=== Task goal ===
Exactly the lines below from the one with "middle tip: (577, 245)" up to and including the one with "ring mcp: (805, 819)" make up the answer, with nothing else added.

=== Data ===
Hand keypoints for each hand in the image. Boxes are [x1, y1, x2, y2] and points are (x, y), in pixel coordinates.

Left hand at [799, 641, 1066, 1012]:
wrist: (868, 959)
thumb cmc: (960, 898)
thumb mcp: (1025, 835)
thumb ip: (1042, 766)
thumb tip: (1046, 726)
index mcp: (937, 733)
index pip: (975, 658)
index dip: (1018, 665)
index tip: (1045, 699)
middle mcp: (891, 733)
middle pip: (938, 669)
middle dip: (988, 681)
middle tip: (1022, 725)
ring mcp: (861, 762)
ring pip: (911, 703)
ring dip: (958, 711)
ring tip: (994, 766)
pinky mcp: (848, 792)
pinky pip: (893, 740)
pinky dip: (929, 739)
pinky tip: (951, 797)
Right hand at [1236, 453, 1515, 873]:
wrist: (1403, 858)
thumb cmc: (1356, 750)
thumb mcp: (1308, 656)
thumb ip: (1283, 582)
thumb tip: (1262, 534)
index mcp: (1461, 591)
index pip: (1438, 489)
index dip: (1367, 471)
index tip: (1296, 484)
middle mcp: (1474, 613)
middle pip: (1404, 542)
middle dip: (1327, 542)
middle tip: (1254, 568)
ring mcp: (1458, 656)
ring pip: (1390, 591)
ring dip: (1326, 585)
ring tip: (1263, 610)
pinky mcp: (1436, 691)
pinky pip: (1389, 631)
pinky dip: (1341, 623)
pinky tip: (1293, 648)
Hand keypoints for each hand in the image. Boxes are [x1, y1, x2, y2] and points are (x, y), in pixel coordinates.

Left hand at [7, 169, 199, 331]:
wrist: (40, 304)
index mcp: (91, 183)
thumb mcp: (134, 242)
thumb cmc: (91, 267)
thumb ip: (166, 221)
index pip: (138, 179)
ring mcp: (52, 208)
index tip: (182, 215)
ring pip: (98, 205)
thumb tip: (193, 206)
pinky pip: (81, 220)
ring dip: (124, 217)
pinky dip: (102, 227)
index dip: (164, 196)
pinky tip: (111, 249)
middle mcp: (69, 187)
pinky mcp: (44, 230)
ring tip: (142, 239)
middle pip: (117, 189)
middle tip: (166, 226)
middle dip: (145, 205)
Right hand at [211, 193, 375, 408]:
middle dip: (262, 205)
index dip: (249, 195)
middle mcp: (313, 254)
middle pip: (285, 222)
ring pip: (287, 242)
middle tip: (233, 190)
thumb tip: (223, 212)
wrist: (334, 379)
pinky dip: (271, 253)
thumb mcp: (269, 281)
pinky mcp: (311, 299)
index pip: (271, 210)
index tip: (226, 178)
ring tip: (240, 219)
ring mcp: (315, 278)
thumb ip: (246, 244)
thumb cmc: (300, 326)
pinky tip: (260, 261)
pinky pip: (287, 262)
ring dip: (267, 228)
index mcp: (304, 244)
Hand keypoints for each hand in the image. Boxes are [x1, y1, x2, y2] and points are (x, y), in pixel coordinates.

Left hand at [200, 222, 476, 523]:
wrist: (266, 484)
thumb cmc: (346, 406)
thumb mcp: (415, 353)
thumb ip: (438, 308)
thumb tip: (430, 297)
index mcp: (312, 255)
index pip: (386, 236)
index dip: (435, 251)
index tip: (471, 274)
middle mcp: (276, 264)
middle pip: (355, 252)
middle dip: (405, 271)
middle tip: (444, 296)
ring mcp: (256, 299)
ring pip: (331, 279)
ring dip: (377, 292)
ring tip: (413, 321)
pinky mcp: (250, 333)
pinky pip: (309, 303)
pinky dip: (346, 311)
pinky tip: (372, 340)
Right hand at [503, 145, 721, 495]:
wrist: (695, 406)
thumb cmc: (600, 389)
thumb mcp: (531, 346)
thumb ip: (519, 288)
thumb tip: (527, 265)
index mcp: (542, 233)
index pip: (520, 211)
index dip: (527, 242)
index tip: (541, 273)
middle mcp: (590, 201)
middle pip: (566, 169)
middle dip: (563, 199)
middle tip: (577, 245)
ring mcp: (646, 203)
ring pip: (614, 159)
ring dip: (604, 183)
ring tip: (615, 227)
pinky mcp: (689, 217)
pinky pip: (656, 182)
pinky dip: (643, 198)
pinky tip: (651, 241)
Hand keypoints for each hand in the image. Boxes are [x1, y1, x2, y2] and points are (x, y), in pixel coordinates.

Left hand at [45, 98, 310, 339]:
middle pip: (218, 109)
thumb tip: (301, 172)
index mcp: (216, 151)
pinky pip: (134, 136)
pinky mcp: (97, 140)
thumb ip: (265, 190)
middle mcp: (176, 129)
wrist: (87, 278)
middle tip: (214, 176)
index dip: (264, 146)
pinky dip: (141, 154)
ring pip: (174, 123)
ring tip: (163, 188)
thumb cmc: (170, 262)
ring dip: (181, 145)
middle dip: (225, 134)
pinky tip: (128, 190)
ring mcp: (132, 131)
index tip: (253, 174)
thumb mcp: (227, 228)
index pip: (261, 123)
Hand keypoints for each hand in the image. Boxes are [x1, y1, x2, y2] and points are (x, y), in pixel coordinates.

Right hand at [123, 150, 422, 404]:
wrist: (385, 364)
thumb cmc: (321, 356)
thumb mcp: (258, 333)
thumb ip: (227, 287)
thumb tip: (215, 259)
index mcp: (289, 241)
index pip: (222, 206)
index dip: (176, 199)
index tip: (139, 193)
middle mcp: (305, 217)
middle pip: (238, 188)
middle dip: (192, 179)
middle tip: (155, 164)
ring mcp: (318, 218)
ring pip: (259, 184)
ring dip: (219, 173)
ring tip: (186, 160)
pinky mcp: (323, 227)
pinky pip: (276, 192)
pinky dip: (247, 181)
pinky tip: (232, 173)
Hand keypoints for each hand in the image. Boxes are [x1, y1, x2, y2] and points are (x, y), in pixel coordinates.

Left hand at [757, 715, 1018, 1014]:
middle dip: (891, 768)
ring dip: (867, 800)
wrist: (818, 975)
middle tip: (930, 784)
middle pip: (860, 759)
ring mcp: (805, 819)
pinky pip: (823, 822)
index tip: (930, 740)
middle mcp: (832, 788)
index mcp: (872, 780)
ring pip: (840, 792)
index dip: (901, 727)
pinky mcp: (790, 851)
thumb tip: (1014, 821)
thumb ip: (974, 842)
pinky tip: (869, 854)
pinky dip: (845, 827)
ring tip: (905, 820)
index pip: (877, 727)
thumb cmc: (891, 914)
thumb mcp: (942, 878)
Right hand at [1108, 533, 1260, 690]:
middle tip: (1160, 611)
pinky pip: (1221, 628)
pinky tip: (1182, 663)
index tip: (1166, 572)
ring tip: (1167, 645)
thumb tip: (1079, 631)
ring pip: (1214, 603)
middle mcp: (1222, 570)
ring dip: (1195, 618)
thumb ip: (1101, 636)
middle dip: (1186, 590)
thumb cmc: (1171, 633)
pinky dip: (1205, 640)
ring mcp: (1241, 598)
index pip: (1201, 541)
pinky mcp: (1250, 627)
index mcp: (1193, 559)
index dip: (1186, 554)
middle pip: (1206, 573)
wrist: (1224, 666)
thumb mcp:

=== Response to this task ===
middle tip: (577, 245)
ring mcp: (646, 203)
ring pip: (614, 159)
ring dip: (604, 183)
ring tip: (615, 227)
pinky mcp: (689, 217)
pinky pip: (656, 182)
pinky dip: (643, 198)
pinky tip: (651, 241)
Hand keypoints for each hand in the image. Boxes are [x1, y1, x2, y2] and points are (x, y), in pixel coordinates.

Left hand at [45, 98, 310, 339]:
middle pip: (218, 109)
thumb tip: (301, 172)
index mcp: (216, 151)
pinky pip: (134, 136)
pinky mcp: (97, 140)
thumb ip: (265, 190)
middle mcp: (176, 129)
wrist: (87, 278)
middle tip: (214, 176)
index dip: (264, 146)
pinky dip: (141, 154)
ring pip: (174, 123)
ring tip: (163, 188)
thumb cmc: (170, 262)
ring dip: (181, 145)
middle dip: (225, 134)
pinky tip: (128, 190)
ring mcp: (132, 131)
index tip: (253, 174)
thumb mcp: (227, 228)
index pip: (261, 123)
Hand keypoints for each hand in the image. Boxes are [x1, y1, x2, y2] and points are (x, y), in pixel coordinates.

Right hand at [123, 150, 422, 404]:
wrist: (385, 364)
thumb cmc: (321, 356)
thumb mcp: (258, 333)
thumb ip: (227, 287)
thumb tip: (215, 259)
index mcp: (289, 241)
index pip: (222, 206)
index dip: (176, 199)
index tip: (139, 193)
middle mcp: (305, 217)
middle pip: (238, 188)
middle dip: (192, 179)
middle tip: (155, 164)
ring mcp: (318, 218)
ring pip: (259, 184)
ring dip: (219, 173)
ring tip: (186, 160)
pinky mcp: (323, 227)
pinky pip: (276, 192)
pinky dip: (247, 181)
pinky tip: (232, 173)
Hand keypoints for each hand in the image. Boxes are [x1, y1, x2, y2] and points are (x, y), in pixel coordinates.

Left hand at [757, 715, 1018, 1014]:
middle dip: (891, 768)
ring dip: (867, 800)
wrist: (818, 975)
middle tip: (930, 784)
middle pip: (860, 759)
ring mcp: (805, 819)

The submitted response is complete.